Enquanto sobram candidatos, faltam propostas

Por Valdemir Caldas

Publicada em 05/07/2012 às 16:44:00

É impressionante a quantidade de postulantes ao cargo de vereador de Porto Velho. São tantos que, às vezes, um chega a pedir o voto do outro e acaba ouvindo a resposta de que “eu também sou candidato.” O mais estranho é que muitos já se apresentam aos eleitores, desde já, como seus salvadores, distribuindo promessas as mais estapafúrdias.

Há candidatos para os mais variados gostos. Temos o representante dos cornos, dos homossexuais, dos invasores de terras, dos comerciantes, dos empresários, do esporte, dos vigilantes, dos servidores públicos, dos negros, dos índios, dos descamisados, dos policiais (militares e bombeiros), dos aposentados e das viúvas pobres e desamparadas. Faltam as representantes das prostitutas, das mulheres traídas e das sogras rejeitadas pelos genros.

Alguns, inclusive, têm a cara de pau de jurar, por todos os santos, que possuem soluções milagrosas e indolores para os problemas crônicos que afligem a população, seja no campo da saúde, da educação ou do transporte coletivo. E o pior é que muita gente ainda acredita nos farsantes, travestidos de bons moços.

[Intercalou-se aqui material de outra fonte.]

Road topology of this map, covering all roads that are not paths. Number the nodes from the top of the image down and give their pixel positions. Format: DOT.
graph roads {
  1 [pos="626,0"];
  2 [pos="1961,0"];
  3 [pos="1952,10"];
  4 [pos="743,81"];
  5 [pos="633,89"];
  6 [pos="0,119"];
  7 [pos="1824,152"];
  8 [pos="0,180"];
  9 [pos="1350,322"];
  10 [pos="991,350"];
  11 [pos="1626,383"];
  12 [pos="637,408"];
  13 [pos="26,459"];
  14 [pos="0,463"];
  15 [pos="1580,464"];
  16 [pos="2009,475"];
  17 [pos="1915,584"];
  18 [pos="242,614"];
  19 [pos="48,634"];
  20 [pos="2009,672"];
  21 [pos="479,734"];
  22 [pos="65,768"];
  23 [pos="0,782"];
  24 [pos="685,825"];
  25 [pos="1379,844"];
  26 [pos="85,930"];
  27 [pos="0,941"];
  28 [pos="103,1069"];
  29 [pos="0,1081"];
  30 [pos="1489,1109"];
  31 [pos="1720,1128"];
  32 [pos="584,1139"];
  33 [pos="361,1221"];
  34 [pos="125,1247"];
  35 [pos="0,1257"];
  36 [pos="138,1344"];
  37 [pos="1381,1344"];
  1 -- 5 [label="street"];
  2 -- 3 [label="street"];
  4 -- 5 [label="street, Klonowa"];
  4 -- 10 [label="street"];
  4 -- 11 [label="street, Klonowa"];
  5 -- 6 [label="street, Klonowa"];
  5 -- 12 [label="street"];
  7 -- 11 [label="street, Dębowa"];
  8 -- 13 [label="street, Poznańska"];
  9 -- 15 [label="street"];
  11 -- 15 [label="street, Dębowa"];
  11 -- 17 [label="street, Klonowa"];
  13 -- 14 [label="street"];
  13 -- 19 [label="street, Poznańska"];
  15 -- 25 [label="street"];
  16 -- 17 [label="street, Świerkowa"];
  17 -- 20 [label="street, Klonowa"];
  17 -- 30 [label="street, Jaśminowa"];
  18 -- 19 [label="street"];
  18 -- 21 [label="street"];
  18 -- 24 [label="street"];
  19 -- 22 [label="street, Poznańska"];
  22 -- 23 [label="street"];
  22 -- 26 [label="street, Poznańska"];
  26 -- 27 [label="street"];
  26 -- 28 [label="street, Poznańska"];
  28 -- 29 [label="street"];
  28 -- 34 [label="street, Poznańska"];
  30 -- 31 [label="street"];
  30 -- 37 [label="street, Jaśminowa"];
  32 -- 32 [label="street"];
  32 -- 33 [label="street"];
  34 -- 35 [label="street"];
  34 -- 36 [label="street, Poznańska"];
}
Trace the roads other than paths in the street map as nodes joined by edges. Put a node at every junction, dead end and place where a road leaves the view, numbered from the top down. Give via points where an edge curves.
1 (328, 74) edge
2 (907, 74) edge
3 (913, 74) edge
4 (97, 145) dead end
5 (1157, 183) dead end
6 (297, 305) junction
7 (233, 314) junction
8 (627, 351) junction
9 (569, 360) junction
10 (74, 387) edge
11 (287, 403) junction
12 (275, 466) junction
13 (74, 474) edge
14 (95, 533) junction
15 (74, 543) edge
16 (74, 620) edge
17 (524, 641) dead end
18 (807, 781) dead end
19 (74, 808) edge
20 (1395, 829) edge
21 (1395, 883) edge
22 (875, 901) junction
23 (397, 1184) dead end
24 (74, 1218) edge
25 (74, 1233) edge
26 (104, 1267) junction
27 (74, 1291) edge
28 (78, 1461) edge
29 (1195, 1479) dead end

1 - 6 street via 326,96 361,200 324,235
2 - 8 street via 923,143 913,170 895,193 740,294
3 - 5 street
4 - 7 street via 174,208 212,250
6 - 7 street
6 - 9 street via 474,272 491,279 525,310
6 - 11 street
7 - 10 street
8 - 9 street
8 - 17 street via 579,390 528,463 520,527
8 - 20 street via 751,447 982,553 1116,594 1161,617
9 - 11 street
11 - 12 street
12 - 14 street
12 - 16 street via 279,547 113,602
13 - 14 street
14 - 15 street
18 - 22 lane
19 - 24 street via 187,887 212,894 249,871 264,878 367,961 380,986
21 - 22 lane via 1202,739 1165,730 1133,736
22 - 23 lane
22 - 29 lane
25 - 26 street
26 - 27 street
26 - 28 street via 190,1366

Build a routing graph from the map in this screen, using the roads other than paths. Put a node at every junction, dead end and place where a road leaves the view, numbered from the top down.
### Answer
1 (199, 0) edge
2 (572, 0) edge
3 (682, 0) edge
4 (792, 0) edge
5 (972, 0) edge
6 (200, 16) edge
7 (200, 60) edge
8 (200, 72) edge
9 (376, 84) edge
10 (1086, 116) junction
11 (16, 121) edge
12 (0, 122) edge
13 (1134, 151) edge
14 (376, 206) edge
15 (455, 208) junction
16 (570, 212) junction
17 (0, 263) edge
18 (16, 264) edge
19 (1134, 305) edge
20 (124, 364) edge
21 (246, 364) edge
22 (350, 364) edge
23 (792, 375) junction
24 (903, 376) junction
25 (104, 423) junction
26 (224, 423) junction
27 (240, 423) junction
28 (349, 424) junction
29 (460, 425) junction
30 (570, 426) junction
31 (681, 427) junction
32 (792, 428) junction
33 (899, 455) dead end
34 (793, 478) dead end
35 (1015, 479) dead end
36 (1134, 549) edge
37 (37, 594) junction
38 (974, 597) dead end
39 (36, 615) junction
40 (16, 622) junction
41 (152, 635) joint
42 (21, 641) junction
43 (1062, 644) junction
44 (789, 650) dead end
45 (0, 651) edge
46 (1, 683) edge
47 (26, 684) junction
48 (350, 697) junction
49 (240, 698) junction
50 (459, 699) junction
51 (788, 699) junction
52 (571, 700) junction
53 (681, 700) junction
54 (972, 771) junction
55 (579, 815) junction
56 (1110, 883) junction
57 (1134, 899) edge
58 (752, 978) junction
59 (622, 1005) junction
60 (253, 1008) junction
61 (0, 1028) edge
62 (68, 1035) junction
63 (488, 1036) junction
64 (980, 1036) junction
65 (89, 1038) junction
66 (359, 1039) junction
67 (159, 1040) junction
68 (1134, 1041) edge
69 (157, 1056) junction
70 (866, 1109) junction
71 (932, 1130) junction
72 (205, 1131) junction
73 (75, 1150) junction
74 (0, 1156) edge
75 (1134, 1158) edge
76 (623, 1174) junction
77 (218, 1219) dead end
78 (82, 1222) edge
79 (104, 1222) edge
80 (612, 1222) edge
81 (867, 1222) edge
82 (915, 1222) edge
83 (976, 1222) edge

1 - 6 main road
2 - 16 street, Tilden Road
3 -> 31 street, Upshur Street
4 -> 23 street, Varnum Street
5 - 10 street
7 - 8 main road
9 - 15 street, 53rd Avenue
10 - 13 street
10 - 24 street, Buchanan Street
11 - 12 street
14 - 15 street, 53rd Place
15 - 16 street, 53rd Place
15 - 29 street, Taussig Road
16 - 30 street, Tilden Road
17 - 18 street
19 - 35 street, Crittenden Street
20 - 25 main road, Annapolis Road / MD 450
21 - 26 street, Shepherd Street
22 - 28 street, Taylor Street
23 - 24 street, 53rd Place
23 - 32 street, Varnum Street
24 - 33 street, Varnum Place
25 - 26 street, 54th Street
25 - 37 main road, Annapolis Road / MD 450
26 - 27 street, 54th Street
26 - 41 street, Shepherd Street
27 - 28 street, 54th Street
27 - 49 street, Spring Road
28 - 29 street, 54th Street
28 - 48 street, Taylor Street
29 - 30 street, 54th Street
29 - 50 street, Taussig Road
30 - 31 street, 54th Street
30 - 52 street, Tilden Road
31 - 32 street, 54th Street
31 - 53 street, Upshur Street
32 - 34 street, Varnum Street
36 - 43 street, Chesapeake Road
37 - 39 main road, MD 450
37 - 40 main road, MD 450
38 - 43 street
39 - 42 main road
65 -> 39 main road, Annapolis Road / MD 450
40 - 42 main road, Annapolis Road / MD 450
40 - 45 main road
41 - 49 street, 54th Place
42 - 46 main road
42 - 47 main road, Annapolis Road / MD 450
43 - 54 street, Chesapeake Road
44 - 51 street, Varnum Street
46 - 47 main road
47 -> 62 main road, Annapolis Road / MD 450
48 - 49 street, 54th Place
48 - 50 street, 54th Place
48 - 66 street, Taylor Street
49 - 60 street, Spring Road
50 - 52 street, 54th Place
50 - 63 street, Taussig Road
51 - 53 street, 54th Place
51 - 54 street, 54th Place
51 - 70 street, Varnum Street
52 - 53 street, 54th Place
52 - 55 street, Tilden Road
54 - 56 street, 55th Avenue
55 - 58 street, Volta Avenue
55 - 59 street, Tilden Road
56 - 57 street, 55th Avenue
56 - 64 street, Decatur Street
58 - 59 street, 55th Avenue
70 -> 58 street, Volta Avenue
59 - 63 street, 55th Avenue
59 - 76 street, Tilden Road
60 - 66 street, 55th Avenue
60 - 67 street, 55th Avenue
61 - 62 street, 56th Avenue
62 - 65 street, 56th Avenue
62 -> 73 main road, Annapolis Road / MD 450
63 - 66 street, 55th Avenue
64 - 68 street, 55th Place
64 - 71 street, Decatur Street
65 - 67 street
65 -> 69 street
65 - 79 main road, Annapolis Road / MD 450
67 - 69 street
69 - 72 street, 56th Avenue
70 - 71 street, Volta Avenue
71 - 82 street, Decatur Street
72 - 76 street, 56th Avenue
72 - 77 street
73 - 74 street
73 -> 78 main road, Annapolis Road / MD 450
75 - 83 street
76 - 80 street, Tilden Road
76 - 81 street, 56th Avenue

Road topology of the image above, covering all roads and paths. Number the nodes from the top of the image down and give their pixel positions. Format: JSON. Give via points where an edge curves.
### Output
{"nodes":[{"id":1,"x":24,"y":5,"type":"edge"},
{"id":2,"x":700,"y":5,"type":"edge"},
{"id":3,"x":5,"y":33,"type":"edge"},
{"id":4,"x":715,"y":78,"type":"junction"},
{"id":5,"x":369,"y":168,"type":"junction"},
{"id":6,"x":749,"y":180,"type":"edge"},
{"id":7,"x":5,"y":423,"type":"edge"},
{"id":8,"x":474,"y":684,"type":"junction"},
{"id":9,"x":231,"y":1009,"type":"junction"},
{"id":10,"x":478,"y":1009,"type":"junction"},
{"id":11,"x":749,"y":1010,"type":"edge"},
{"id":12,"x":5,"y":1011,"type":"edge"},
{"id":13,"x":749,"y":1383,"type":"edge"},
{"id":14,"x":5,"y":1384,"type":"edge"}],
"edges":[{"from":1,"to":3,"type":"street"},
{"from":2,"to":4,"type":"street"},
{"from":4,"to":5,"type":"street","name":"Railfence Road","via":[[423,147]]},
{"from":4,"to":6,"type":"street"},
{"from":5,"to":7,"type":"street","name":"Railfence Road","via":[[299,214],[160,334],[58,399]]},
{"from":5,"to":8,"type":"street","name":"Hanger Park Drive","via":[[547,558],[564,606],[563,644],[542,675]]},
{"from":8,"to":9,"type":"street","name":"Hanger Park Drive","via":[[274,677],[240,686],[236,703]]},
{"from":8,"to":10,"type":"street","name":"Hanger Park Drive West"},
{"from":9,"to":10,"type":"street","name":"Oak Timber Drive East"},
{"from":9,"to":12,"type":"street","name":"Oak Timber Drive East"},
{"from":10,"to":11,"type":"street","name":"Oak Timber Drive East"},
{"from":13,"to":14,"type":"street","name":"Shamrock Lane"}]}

Recentemente, o ex-deputado federal e candidato do PV à prefeitura de Porto Velho, Lindomar Garçom, usou a tribuna da Câmara Municipal, durante audiência pública para se discutir a situação dos chacareiros, ameaçados de despejos, e garantiu possuir a fórmula mágica para acabar de uma vez por todas com os grandes latifundiários urbanos, pois, segundo ele, fez isso quando foi prefeito de Candeias do Jamari. E a maioria das pessoas que estava ali acreditou na lorota.

Não é por demais repisar, contudo, que as más representações e governos incompetentes é que deram causa aos desmandos e desonestidade de que se têm notícia, principalmente nos últimos dez anos. O caso da Assembléia Legislativa de Rondônia é emblemático. Por isso, a escolha eleitoral precisa ser criteriosa e prudente.

No momento, repito, não são poucos os que intencionam chegar ao poder (executivo ou legislativo). Muitos não escondem seus interesses e, em busca de votos, são capazes de quaisquer sacrifícios, até mesmo de um gesto de honestidade. O importante é chegar ao poder e desfrutar de suas mordomias, como viagens, carros de representação, celulares (cujas contas absurdas e abusivas são pagas com o suado dinheiro do contribuinte), verbas de gabinete, cargos para acomodarem parentes e cabos eleitorais, auxílio paletó, décimo terceiro salário, contratos para atenderem empresas de amigos e correligionários, além de outros privilégios.

O dever, transformado em favor, tem pagado o mandato de muitos políticos corruptos, neste país, que, anos após anos, fizeram (e ainda fazem) do cargo um instrumento à satisfação pessoal ou de grupos.